The university has entered into an agreement with the Microsoft Corp. to migrate its email and calendaring to a new cloud-based system to better meet the needs of its faculty, staff and administrators and reduce annual costs by as much as 50 percent. The decision, made following months of task-force review and an RFP process, was announced June 27 by NU President James B. Milliken.
Over the next 12 to 18 months, all NU campuses will migrate from the current Lotus Notes email system to the Microsoft system. The university will install an Office 365 cloud-based email system at the University of Nebraska-Lincoln, University of Nebraska at Omaha, University of Nebraska at Kearney and University of Nebraska Central Administration, and Exchange 2010 at the University of Nebraska Medical Center (a premise-based version preferred because of HIPAA requirements). Most employees, including all currently using Lotus Notes, will not need to change their email address. Student migration will depend on existing agreements.
Milliken said the agreement with Microsoft is a very positive development for the university that is supported by all the campus chancellors, chief information officers and others. Many leading universities, including the majority of institutions in the Big Ten, have implemented Microsoft email systems.

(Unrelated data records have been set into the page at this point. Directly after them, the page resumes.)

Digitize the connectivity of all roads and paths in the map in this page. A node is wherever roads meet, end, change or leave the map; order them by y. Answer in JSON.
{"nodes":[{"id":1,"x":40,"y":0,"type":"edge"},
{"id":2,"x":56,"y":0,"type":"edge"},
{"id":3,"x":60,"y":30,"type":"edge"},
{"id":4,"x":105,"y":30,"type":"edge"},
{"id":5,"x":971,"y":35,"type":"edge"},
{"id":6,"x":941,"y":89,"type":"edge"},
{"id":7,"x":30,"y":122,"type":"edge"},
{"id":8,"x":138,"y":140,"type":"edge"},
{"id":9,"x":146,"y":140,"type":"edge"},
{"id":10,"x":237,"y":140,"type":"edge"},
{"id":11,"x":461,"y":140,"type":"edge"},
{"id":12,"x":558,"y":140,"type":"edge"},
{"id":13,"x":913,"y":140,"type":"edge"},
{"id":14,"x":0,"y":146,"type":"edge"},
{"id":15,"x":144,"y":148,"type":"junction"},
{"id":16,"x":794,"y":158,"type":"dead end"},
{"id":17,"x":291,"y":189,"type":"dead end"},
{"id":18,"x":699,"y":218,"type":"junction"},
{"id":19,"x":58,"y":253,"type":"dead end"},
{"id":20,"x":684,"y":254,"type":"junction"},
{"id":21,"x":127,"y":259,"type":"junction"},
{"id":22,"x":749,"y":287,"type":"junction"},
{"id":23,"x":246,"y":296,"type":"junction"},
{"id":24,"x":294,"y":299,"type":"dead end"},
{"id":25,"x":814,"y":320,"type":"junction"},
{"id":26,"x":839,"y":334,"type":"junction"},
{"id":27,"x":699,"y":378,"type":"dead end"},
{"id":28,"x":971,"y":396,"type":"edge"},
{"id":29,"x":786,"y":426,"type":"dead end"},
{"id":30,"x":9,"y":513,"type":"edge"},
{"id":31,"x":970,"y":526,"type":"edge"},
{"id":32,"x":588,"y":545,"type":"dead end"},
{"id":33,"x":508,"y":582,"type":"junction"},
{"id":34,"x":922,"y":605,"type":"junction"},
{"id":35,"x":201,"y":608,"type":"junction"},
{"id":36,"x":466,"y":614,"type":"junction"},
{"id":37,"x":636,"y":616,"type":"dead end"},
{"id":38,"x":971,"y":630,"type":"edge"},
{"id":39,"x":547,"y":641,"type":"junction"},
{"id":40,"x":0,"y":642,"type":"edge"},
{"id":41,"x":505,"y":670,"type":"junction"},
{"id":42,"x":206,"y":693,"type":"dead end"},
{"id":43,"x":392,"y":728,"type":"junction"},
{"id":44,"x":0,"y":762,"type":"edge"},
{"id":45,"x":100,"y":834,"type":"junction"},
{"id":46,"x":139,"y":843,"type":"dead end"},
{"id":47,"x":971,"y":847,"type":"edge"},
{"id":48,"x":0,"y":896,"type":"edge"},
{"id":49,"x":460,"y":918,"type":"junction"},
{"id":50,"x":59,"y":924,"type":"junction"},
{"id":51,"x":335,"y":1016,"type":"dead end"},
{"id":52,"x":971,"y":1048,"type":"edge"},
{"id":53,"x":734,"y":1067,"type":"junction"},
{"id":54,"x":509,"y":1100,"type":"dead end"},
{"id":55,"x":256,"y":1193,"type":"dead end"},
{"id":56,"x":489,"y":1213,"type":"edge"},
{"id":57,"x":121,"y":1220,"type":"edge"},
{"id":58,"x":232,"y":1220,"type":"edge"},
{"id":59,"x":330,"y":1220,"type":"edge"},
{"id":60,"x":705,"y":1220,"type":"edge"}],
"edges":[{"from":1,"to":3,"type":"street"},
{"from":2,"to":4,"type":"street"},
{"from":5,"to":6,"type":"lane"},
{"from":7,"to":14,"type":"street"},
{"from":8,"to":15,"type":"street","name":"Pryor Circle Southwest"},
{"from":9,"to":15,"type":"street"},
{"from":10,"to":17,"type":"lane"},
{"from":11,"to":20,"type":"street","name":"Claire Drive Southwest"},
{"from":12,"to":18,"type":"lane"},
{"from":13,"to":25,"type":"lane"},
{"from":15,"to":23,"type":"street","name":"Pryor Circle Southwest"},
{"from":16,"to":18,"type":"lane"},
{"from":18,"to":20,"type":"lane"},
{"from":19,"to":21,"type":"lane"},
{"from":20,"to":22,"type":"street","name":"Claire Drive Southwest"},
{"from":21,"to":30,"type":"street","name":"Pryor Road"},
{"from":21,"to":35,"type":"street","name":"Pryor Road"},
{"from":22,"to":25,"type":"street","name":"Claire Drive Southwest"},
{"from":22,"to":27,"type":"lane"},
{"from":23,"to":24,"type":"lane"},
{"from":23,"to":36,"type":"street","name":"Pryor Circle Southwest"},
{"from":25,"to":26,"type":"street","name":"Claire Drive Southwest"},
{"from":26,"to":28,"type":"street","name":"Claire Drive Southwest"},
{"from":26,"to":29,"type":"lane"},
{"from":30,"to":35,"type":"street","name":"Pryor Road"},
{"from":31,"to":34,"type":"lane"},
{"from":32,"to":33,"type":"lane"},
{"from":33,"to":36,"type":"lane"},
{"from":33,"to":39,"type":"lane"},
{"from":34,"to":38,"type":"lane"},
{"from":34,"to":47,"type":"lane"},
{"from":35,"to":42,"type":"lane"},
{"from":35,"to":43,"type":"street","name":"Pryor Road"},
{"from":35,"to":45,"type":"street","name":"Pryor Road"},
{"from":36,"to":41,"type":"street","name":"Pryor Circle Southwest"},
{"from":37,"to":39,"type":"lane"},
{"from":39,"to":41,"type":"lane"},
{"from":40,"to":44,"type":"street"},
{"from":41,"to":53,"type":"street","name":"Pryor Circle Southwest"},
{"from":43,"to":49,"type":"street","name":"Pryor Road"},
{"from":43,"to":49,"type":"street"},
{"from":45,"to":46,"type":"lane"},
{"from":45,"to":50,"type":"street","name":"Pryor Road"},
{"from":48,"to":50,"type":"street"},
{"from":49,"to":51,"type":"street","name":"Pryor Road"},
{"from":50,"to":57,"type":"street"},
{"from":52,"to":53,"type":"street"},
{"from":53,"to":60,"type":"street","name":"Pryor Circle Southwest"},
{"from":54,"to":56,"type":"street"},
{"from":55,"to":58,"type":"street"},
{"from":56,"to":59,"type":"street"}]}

“A robust, reliable, effective and secure email system is critical to the operation of the modern university,” Milliken said. “On a daily basis, our email system facilitates the conduct of official business with the Board of Regents, students, faculty, staff and administrators as well as various outside agencies, research facilities and countless stakeholder groups and citizens. It is vital that we have an email system in place that allows us to perform these duties in the most efficient, cost-effective way possible. The Microsoft system will help us accomplish this goal.”
The current Lotus Notes system was implemented in 1997. Milliken said he had been receiving an increasing number of requests in recent years to consider whether Lotus Notes was the best choice for the university. Last year, he appointed a university-wide task force to examine, among other issues, whether the Lotus Notes system met the needs and requirements of faculty, staff and administrators and, if not, to recommend appropriate changes. The task force was chaired by John Ballard, professor emeritus in the College of Engineering at UNL.
"I am very pleased that we are migrating our email system," UNL Chancellor Harvey Perlman said. "This move not only brings our email platform to one that is based on current technology and provide a more robust and user-friendly email system, but it will save the campus and the university system money. I believe it will also position us to move to a single, universal email system for all UNL users. This also now puts the faculty, staff and administration on the same system as our students."
The task force, following a formal Request for Proposals process, recommended that the university assess migrating to a less costly and more advanced email environment. Milliken reviewed the task force’s recommendation with the chancellors, who unanimously endorsed the recommended strategy.
“The Microsoft system will provide our faculty and staff with a superior web-based interface and better capabilities,” said Walter Weir, chief information officer for the NU system. “We believe that moving to the cloud environment is the best way to leverage current technology and achieve greater cost savings and better security for our system.”
Campus technical teams will work together to build the required back-end infrastructure to support the email migration and deployment. A new page on the university’s website, http://www.nebraska.edu/email, is available and will be updated frequently with status updates, common questions and answers, tutorials and other information. In addition, employee updates and forums will be held on each campus.